I found this message rather depressing; after all I work from home, try to reduce my commuting to Silicon Valley, have cut my air travel (which by the way is one of the worst offenders in terms of introducing Co2 into the upper atmosphere where it has 3X more effect on global warming) from over 100,000 miles a year to less than 20,000 (with the result that I get the worst seats on the plane every time (stuck in the middle next to a crying baby)) and all of it may have no effect on environmental sustainability!

According to Hal, that does not mean we should not do everything possible to reduce our carbon footprint. The environmental impact of the world population by 2050 will be more than 4x what it was in 2000 and by the end of the 21st century it is projected to be 11.6 times greater than at the beginning of the century.

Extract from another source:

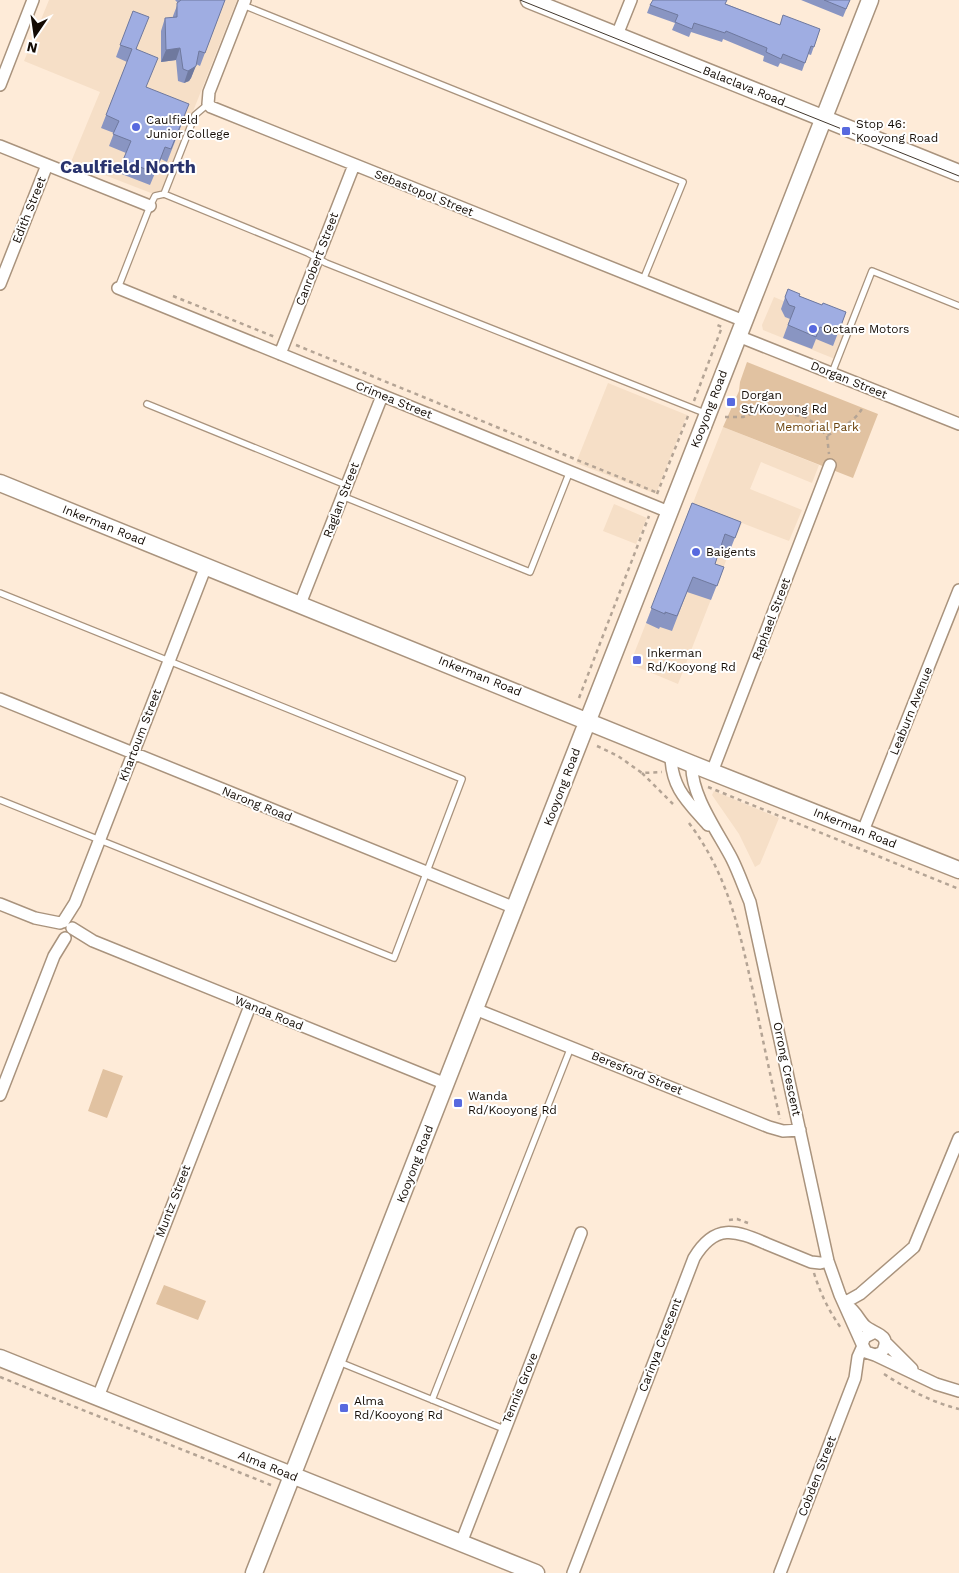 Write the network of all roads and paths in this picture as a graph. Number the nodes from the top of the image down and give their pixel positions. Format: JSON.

If we look at how much the U.S. participates in this global warming, we have a population of 300 million (5% of the world population) and yet we use 25% of the world's energy. The Energy (25%) and the Transportation industries are the two biggest offenders in contributing to global warming.

After a number of my colleagues from Europe presented at the Symposium, it became clear that Europe was far ahead of the U.S. in terms of sustainability. In many of the population centers, the bicycle was the main mode of transport and/or public transportation was readily available. They are designing energy-efficient houses and workplaces, and overall, seem to have put much more thought (and action) into the issue of sustainability.

Collaborative Environments

At the symposium, although I did not give one of the major presentations, I did propose that any number of collaborative environments would help us cut down our carbon emissions and decrease our carbon footprint.

I know that Web and video conferencing have personally allowed me to cut down on my travel. However, in a conversation with an executive at IBM a few months ago, he mentioned that more people attended the 2007 LotusSphere in Second Life than attended in person (LotusSphere takes place in Orlando the last week in January). His second statement was the one that I found hard to understand: "The carbon footprint of a person in Second Life was even higher than it was in real life." At the time I objected to this, saying that there was no way possible this could be! However, after investigating a number of 3D collaborative environments (including Qwaq and Sun Labs Wonderland), I began to understand that Second Life is a polygon-intensive environment and each server can only support a few people so Second Life has a huge server farm--pulling a lot of power--to support the 40,000 (of its 8 million members) who use Second Life every minute of every day. So there is the possibility that collaborative technologies could be creating a larger rather than a smaller carbon footprint.

The Critical Question for Collaboration

So I asked at the symposium if there is an easy way to determine if using any collaborative technologies is making my carbon footprint smaller or larger.

I did not get a a response that pointed towards any website with a carbon calculator for technology use (though there is one that will show you what your carbon footprint is for any plane flight you take). The consensus is that there is no such tool currently available on the Web and that one should be created.

It might even be a good idea for some of the technology companies mentioned above to create a consortium that would develop such a tool. Or maybe NewWoW itself will step-up and create the tool. Kudos to whoever does; it would be a good thing to know and may affect the green policies and the use of collaborative technologies at many enterprises and even at SMBs like Collaborative Strategies.